Naturalmente, tendo sido a BBC a fazer a adaptação televisiva (em parceria com a Hulu), a história perde um pouco a subtileza do livro - motivo pelo qual, apesar de também ter adorado, não consigo a considerar  melhor do que o mesmo. É adicionada uma carga de dramatismo, é dado mais enfoque à intimidade física - tem muitas mais cenas de sexo, porém nada de vulgar como eu temia que fizessem, mais ao estilo de Call Me By Your Name. Falando um pouco dessas cenas, logo nas primeiras temos um clara demonstração do consentimento e de como as primeiras relações sexuais podem ser sim estranhas e engraçadas sem, no entanto,  perderem a magia dos filmes e serem caracterizadas por dor ou insegurança. Desta forma, "Normal People" em versão série mantém-se na mesma, fiel ao guião original, que apresenta o sexo como algo que pode ser tão íntimo e extraordinário. Ao invés das representações objetificadas que chegam a ser desconfortáveis de assistir, aqui é mostrado sexo que geralmente não costuma ser representado nos media, ao ser consensual e acompanhado de sentimentos de descoberta e afeto pelo outro. 

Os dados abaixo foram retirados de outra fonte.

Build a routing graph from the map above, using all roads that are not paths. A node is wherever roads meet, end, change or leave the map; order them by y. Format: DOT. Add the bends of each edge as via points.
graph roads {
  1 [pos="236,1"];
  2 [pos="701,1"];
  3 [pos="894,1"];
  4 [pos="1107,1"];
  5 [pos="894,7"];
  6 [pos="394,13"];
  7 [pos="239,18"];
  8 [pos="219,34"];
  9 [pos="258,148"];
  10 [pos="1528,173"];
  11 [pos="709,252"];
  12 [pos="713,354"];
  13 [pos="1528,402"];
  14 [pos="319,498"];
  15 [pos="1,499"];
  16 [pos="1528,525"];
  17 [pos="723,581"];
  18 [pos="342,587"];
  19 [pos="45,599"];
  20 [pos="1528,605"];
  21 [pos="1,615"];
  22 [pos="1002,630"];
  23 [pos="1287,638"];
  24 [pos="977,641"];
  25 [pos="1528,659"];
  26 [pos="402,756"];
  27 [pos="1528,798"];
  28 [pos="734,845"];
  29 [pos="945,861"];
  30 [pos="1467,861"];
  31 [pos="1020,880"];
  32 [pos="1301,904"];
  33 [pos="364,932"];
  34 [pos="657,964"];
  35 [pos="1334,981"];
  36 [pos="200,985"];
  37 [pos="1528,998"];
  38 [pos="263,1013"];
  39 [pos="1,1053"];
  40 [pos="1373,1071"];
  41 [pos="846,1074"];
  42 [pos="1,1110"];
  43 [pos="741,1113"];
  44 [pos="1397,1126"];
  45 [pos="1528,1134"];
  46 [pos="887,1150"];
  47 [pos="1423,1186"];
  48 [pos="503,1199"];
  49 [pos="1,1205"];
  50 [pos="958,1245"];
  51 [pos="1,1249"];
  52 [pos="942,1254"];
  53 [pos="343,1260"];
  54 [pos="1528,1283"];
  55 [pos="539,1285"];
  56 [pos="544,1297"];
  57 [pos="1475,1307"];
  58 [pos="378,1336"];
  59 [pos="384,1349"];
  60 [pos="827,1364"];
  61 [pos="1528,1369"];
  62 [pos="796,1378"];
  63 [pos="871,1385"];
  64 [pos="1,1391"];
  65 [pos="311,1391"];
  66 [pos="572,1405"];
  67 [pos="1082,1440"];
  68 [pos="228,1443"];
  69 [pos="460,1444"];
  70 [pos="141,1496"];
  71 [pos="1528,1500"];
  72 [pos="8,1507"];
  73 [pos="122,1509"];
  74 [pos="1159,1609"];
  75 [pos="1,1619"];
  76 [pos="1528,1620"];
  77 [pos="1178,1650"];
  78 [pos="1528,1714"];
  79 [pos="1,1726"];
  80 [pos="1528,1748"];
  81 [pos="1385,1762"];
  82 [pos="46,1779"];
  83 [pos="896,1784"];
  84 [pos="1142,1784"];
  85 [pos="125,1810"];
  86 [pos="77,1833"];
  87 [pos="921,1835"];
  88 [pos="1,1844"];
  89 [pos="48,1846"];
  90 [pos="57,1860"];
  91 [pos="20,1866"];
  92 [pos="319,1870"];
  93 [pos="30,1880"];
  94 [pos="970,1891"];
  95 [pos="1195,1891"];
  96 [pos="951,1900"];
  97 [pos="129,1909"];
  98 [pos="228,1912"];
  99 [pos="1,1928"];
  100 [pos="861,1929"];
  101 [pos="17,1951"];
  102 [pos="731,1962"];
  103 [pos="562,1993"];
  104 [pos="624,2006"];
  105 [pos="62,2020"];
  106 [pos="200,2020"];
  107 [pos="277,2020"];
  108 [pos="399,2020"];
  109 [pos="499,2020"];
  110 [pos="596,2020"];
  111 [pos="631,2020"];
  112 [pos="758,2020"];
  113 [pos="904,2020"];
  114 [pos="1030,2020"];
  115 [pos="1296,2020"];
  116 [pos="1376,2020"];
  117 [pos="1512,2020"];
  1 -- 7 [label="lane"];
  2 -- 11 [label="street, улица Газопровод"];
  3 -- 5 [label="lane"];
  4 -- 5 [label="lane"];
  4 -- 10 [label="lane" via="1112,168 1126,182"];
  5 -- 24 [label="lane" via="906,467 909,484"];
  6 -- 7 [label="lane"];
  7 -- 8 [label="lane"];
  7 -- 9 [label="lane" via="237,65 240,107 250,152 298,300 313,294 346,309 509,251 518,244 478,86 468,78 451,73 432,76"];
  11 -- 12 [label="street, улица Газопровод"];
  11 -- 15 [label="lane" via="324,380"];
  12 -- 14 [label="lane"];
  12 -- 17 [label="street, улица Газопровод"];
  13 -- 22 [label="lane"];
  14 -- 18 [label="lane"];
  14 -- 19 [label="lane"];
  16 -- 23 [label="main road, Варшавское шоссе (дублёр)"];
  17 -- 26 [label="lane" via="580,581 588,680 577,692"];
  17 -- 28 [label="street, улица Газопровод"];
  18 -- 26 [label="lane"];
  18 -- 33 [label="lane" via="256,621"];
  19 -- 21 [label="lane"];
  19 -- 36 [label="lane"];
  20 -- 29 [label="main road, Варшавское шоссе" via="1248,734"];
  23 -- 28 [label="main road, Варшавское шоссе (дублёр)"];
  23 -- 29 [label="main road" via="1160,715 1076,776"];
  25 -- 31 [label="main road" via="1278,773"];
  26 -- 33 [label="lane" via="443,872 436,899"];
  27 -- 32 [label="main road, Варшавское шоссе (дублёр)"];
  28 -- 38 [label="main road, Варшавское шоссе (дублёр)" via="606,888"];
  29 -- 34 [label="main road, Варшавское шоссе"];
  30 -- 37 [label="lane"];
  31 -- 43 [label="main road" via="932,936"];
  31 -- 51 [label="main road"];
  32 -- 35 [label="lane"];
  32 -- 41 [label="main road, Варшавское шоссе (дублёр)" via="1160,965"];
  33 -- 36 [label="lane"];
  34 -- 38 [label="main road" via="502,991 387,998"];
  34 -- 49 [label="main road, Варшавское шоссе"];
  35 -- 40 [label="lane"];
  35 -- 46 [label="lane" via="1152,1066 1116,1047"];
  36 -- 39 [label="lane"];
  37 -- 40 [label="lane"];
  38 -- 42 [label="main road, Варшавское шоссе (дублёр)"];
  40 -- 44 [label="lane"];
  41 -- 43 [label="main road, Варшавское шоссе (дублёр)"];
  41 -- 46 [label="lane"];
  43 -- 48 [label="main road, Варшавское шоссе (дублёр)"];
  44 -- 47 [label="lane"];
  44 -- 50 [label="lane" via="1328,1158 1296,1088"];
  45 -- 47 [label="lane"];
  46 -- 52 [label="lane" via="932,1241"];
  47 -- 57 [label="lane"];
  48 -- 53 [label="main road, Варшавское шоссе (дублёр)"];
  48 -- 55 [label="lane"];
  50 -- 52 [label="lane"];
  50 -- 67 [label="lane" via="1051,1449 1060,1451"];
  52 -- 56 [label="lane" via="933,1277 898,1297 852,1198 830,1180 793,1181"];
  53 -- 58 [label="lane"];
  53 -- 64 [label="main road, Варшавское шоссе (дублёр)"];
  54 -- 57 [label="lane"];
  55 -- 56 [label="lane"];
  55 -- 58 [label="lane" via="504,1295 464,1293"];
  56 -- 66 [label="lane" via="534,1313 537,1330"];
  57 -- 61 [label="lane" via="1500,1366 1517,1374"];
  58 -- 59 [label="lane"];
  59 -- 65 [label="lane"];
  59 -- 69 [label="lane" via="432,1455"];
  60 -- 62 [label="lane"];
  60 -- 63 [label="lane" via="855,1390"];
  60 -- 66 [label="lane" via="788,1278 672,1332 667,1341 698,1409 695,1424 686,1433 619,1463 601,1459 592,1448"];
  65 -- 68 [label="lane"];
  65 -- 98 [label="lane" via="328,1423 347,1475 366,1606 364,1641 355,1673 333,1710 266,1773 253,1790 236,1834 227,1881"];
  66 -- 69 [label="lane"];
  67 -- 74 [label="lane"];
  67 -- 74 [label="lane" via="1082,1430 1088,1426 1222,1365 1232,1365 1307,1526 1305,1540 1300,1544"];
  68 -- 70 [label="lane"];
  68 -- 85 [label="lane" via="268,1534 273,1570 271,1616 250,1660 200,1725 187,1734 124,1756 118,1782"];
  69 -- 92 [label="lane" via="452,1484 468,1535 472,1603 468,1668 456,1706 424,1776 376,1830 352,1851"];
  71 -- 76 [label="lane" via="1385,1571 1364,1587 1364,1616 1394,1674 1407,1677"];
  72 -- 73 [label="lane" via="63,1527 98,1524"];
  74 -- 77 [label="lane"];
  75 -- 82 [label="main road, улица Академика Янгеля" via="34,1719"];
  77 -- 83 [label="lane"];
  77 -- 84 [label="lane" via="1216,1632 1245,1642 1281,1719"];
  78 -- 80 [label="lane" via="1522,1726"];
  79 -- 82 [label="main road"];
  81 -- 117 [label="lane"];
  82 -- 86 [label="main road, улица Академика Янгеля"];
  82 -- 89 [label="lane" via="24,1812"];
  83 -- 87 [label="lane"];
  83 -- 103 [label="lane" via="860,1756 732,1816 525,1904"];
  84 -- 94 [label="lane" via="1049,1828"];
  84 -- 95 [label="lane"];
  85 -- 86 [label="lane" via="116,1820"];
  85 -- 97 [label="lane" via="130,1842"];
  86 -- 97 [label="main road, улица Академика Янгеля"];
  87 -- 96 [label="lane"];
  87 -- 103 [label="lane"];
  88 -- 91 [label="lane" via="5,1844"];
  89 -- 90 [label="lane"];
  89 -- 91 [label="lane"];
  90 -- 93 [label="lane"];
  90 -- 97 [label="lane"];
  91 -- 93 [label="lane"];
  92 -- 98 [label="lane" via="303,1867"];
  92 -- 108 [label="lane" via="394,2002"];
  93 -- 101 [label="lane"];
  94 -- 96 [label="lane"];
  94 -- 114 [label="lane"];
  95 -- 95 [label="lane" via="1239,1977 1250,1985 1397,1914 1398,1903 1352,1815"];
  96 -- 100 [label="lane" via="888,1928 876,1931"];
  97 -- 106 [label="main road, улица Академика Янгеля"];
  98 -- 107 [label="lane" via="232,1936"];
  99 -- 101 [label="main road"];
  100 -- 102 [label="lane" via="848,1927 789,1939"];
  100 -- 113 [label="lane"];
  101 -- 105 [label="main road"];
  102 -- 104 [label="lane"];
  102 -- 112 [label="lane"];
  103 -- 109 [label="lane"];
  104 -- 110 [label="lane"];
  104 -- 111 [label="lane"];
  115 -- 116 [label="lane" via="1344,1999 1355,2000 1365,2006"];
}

A série tem uma aesthetic que a ajuda a aproximar-se da sensibilidade do livro. Noutra fase da história audiovisual, a adaptação de "Normal People" teria sido em filme - passar um livro com apenas 280 páginas para 12 episódios foi uma jogada arriscada que podia ter corrido muito mal - porém, curiosamente, a série conseguiu aguentar-se precisamente por esta bonita cinematografia, entre o ritmo e a comtemplação, mérito de diálogos bem feitos e um elenco bem escolhido.  Claro que esta abordagem  foi conseguida desta forma por Sally Rooney ter trabalho no roteiro, o que faz com que a adaptação tenha sido tão fiel ao original.

A passagem de tempo é, neste formato, mais notável, sendo possível visualizar mais claramente o amadurecimento de Connell e Marianne. Connell luta contra inseguranças que até ali desconhecia, enquanto Marianne parece desabrochar no ambiente universitário, escondendo, ao mesmo tempo, problemas do passado. Assim, além da relação de idas e vindas incessantes, também é explorada todas as mudanças individuais que o começo da vida adulta traz.

O final da série foi ligeiramente diferente da do livro, contudo dentro do mesmo tom - um final aberto em que podemos pensar em vários cenários possíveis, tal como na vida real. Portanto, podem acreditar na hype, é muito justificada.